Guylen Pydiah, qui fréquente la paroisse du Sacré-Cœur à Rivière-des-Anguilles, ressent aussi de la joie. «J’étais à la messe pour les fêtes avec les 50 personnes autorisées et je peux dire qu’on ressentait le vide de ne pas avoir tout le monde réuni. Chez moi, nous n’allions pas prier en famille pour que tous puissent avoir l’opportunité d’aller à la messe. Je suis très contente qu’après deux ans, nous puissions nous réunir en famille et en communauté dans les lieux de culte à travers l’île, peu importe notre croyance. Le fait d’être libre de s’y rendre est une vraie grâce.»
Manavi Armoogum abonde dans ce sens. Toutefois, si elle est heureuse de pouvoir connaître de nouveau les joies des célébrations et prières en communauté, elle dit vouloir continuer à appliquer les gestes barrières.
Valérie Dorasawmy
Il est entré dans nos vies, s’est invité dans notre quotidien depuis l’apparition de la pandémie et s’est très vite imposé comme un instrument de lutte contre le coronavirus. Tantôt jugé utile, tantôt décrié comme étant inconfortable, le masque a bien souvent été au coeur des débats : quand et où le porter ou encore quel type utiliser. Autant de choses qui font qu’il a été le must-have de ces longs derniers mois.
Depuis le vendredi 1er juillet, après presque deux ans, l’usage du masque à Maurice n’est plus obligatoire, sauf dans les transports en commun ou dans les hôpitaux et établissements de santé. Si beaucoup applaudissent cette décision, d’autres ne sont pas prêts à faire sans le masque. Géraldine Secondis fait partie de ceux et celles qui ne vont pas se débarrasser des masques de sitôt. «Le port du masque est un choix et chaque personne est libre de le porter ou pas. Pour ma part, je préfère continuer à le porter là où il y aura foule et dans des endroits d’affluence, surtout en cette saison hivernale où il y a souvent des proliférations de virus. C’est ma façon de me protéger.
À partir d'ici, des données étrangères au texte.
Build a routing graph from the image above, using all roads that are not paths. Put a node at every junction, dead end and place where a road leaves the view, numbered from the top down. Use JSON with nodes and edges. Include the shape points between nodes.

En même temps, le fait de savoir que ce n’est plus imposé fait du bien car cela laisse le choix à tout un chacun, sachant également qu’on ne risque pas de se prendre une amende en cas d’oubli», confie-t-elle.
Jonathan Hahave continuera également de porter son masque pour se protéger : «Comme le virus circule toujours, je choisis de continuer de porter le masque dans certaines situations pour me protéger. Certainement, je ne vais pas en porter quand je suis en train de marcher et que je suis seul, par exemple. Par contre, quand je vais me retrouver dans une foule ou que je vais entrer dans un endroit très fréquenté, mon masque sera toujours avec moi.»
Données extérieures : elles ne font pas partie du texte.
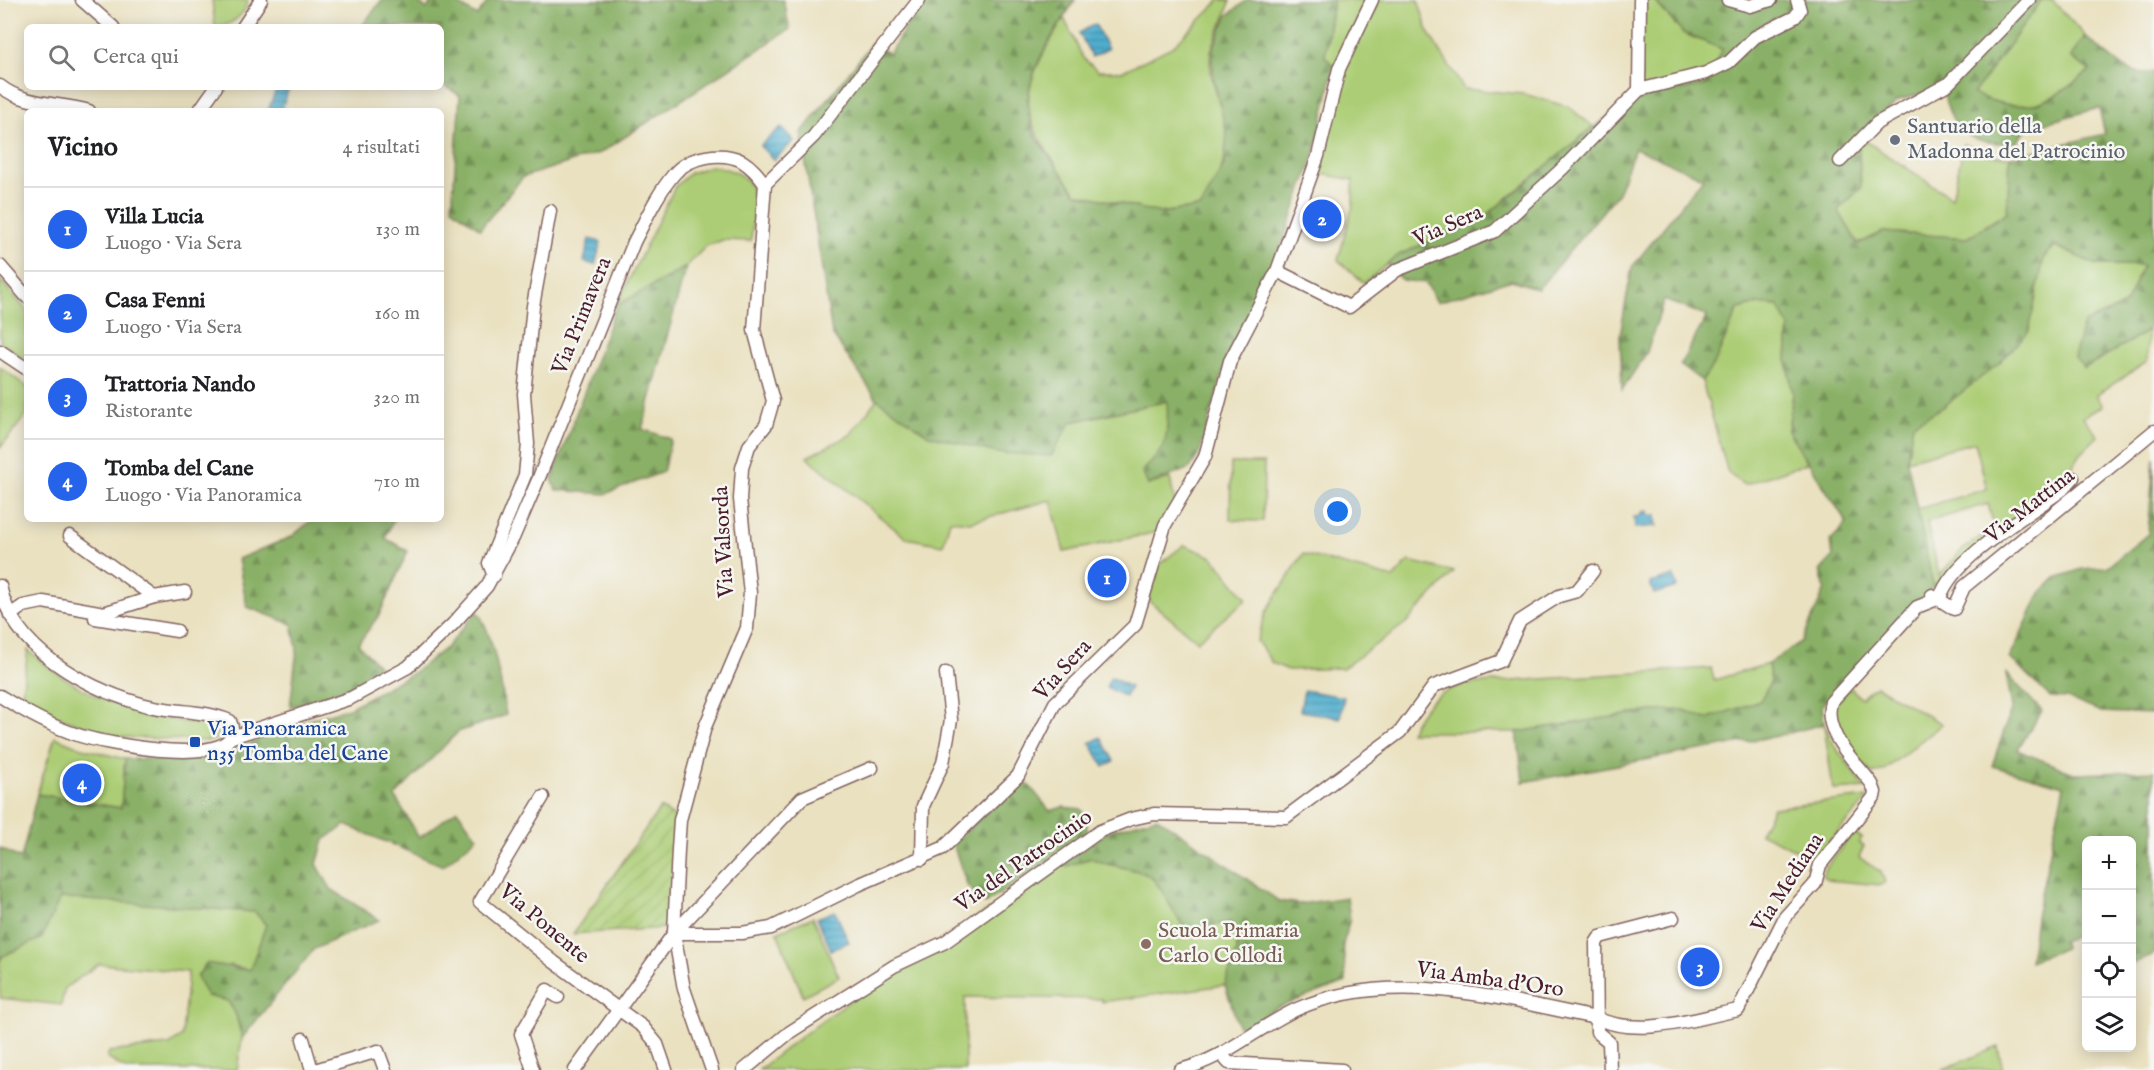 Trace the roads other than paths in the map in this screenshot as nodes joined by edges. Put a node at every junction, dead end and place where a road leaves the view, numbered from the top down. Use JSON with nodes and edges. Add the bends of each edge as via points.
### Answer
{"nodes":[{"id":1,"x":82,"y":0,"type":"edge"},
{"id":2,"x":261,"y":0,"type":"edge"},
{"id":3,"x":920,"y":0,"type":"edge"},
{"id":4,"x":1372,"y":0,"type":"edge"},
{"id":5,"x":1640,"y":0,"type":"edge"},
{"id":6,"x":1728,"y":0,"type":"edge"},
{"id":7,"x":1771,"y":0,"type":"edge"},
{"id":8,"x":1797,"y":0,"type":"edge"},
{"id":9,"x":2029,"y":0,"type":"edge"},
{"id":10,"x":109,"y":24,"type":"edge"},
{"id":11,"x":245,"y":24,"type":"edge"},
{"id":12,"x":0,"y":86,"type":"edge"},
{"id":13,"x":214,"y":90,"type":"edge"},
{"id":14,"x":1640,"y":94,"type":"junction"},
{"id":15,"x":74,"y":108,"type":"edge"},
{"id":16,"x":201,"y":108,"type":"edge"},
{"id":17,"x":1902,"y":109,"type":"junction"},
{"id":18,"x":1895,"y":121,"type":"dead end"},
{"id":19,"x":1840,"y":161,"type":"dead end"},
{"id":20,"x":765,"y":184,"type":"junction"},
{"id":21,"x":550,"y":211,"type":"dead end"},
{"id":22,"x":0,"y":266,"type":"edge"},
{"id":23,"x":1277,"y":271,"type":"junction"},
{"id":24,"x":24,"y":294,"type":"edge"},
{"id":25,"x":0,"y":351,"type":"edge"},
{"id":26,"x":24,"y":367,"type":"edge"},
{"id":27,"x":2154,"y":431,"type":"edge"},
{"id":28,"x":2073,"y":478,"type":"dead end"},
{"id":29,"x":70,"y":536,"type":"dead end"},
{"id":30,"x":1593,"y":572,"type":"dead end"},
{"id":31,"x":494,"y":576,"type":"junction"},
{"id":32,"x":0,"y":586,"type":"edge"},
{"id":33,"x":185,"y":592,"type":"dead end"},
{"id":34,"x":1934,"y":596,"type":"junction"},
{"id":35,"x":154,"y":597,"type":"junction"},
{"id":36,"x":36,"y":603,"type":"junction"},
{"id":37,"x":10,"y":615,"type":"junction"},
{"id":38,"x":177,"y":631,"type":"dead end"},
{"id":39,"x":946,"y":673,"type":"dead end"},
{"id":40,"x":0,"y":696,"type":"edge"},
{"id":41,"x":232,"y":737,"type":"junction"},
{"id":42,"x":872,"y":768,"type":"dead end"},
{"id":43,"x":1872,"y":784,"type":"joint"},
{"id":44,"x":543,"y":797,"type":"dead end"},
{"id":45,"x":922,"y":859,"type":"junction"},
{"id":46,"x":1673,"y":918,"type":"dead end"},
{"id":47,"x":674,"y":933,"type":"junction"},
{"id":48,"x":558,"y":997,"type":"dead end"},
{"id":49,"x":618,"y":1010,"type":"junction"},
{"id":50,"x":1738,"y":1010,"type":"joint"},
{"id":51,"x":1596,"y":1018,"type":"junction"},
{"id":52,"x":303,"y":1039,"type":"dead end"},
{"id":53,"x":1222,"y":1056,"type":"junction"},
{"id":54,"x":314,"y":1070,"type":"edge"},
{"id":55,"x":385,"y":1070,"type":"edge"},
{"id":56,"x":533,"y":1070,"type":"edge"},
{"id":57,"x":575,"y":1070,"type":"edge"},
{"id":58,"x":666,"y":1070,"type":"edge"},
{"id":59,"x":712,"y":1070,"type":"edge"},
{"id":60,"x":744,"y":1070,"type":"edge"},
{"id":61,"x":1180,"y":1070,"type":"edge"},
{"id":62,"x":1342,"y":1070,"type":"edge"},
{"id":63,"x":1610,"y":1070,"type":"edge"}],
"edges":[{"from":1,"to":10,"type":"street"},
{"from":2,"to":11,"type":"street"},
{"from":3,"to":20,"type":"street","via":[[814,136]]},
{"from":4,"to":23,"type":"street","name":"Via Sera","via":[[1339,69],[1318,156]]},
{"from":5,"to":14,"type":"street"},
{"from":6,"to":7,"type":"street","via":[[1750,6]]},
{"from":8,"to":14,"type":"street","via":[[1800,10],[1795,17],[1755,37],[1729,62]]},
{"from":9,"to":17,"type":"street","via":[[1948,84]]},
{"from":12,"to":15,"type":"street","via":[[27,99]]},
{"from":13,"to":16,"type":"street"},
{"from":14,"to":23,"type":"street","name":"Via Sera","via":[[1495,231],[1398,270],[1349,307]]},
{"from":17,"to":18,"type":"street"},
{"from":17,"to":19,"type":"street","via":[[1877,123]]},
{"from":20,"to":31,"type":"street","name":"Via Primavera","via":[[747,164],[720,155],[696,159],[675,172],[658,196],[634,242],[538,480]]},
{"from":20,"to":47,"type":"street","name":"Via Valsorda","via":[[754,330],[773,401],[766,425],[749,446],[742,468],[740,499],[750,592],[747,628],[705,727],[680,820]]},
{"from":21,"to":31,"type":"street","name":"Via Primavera","via":[[533,306],[524,394],[528,444],[525,475],[489,563]]},
{"from":22,"to":24,"type":"street"},
{"from":23,"to":45,"type":"street","name":"Via Sera","via":[[1230,361],[1205,457],[1165,525],[1135,625],[1055,703],[1018,776],[943,849]]},
{"from":25,"to":26,"type":"street"},
{"from":27,"to":34,"type":"street","name":"Via Mattina","via":[[1964,587],[1954,609]]},
{"from":28,"to":34,"type":"street","name":"Via Mattina","via":[[1967,559]]},
{"from":29,"to":35,"type":"street"},
{"from":30,"to":60,"type":"street","name":"Via del Patrocinio","via":[[1577,591],[1559,596],[1520,621],[1501,661],[1434,686],[1400,732],[1286,817],[1154,814],[1100,831],[945,942],[894,966],[790,1032]]},
{"from":31,"to":41,"type":"street","name":"Via Primavera","via":[[453,624],[408,667],[351,698]]},
{"from":32,"to":37,"type":"street"},
{"from":33,"to":35,"type":"street"},
{"from":34,"to":43,"type":"street","name":"Via Mattina","via":[[1917,607],[1831,702],[1828,713],[1835,736]]},
{"from":35,"to":36,"type":"street","via":[[104,613]]},
{"from":36,"to":37,"type":"street"},
{"from":36,"to":38,"type":"street","via":[[76,615]]},
{"from":37,"to":41,"type":"street","via":[[27,639],[75,675],[141,704],[230,721]]},
{"from":39,"to":45,"type":"street","via":[[951,720],[943,763],[923,806]]},
{"from":40,"to":41,"type":"street","name":"Via Primavera","via":[[49,725],[110,744],[212,750]]},
{"from":42,"to":47,"type":"street","via":[[802,798]]},
{"from":43,"to":50,"type":"street","name":"Via Mediana","via":[[1875,792],[1871,803],[1820,865],[1815,884],[1785,917]]},
{"from":44,"to":49,"type":"street","name":"Via Ponente","via":[[480,902]]},
{"from":45,"to":47,"type":"street","name":"Via Sera","via":[[771,928],[742,933]]},
{"from":46,"to":51,"type":"street","name":"Via Amba d'Oro","via":[[1600,937],[1596,943]]},
{"from":47,"to":49,"type":"street"},
{"from":47,"to":59,"type":"street","name":"Via Valsorda","via":[[684,988]]},
{"from":48,"to":56,"type":"street","via":[[547,990],[521,1034]]},
{"from":49,"to":57,"type":"street"},
{"from":49,"to":58,"type":"street","via":[[643,1027],[657,1044]]},
{"from":50,"to":51,"type":"street","name":"Via Amba d'Oro","via":[[1655,1027],[1610,1024]]},
{"from":51,"to":53,"type":"street","name":"Via Amba d'Oro","via":[[1423,989],[1378,989],[1340,995],[1297,1009]]},
{"from":51,"to":63,"type":"street","via":[[1597,1032],[1609,1042]]},
{"from":52,"to":54,"type":"street"},
{"from":53,"to":61,"type":"street","name":"Via Amba d'Oro"},
{"from":53,"to":62,"type":"street","via":[[1229,1063]]},
{"from":54,"to":55,"type":"street","via":[[378,1051]]}]}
Pour sa part, Coco Shanelle pense surtout à son bébé, d’où son désir de continuer de porter des masques. «C’est définitivement un soulagement que le port du masque ne soit plus obligatoire mais j’ai décidé de continuer d’en utiliser dans des circonstances et des lieux que je jugerai nécessaire. Je suis une maman d'un nourrisson de 6 mois et je ferai tout ce qu’il faut pour la santé de mon enfant», confie cette mère de famille, en parlant de l’objet devenu un symbole de la pandémie de Covid-19.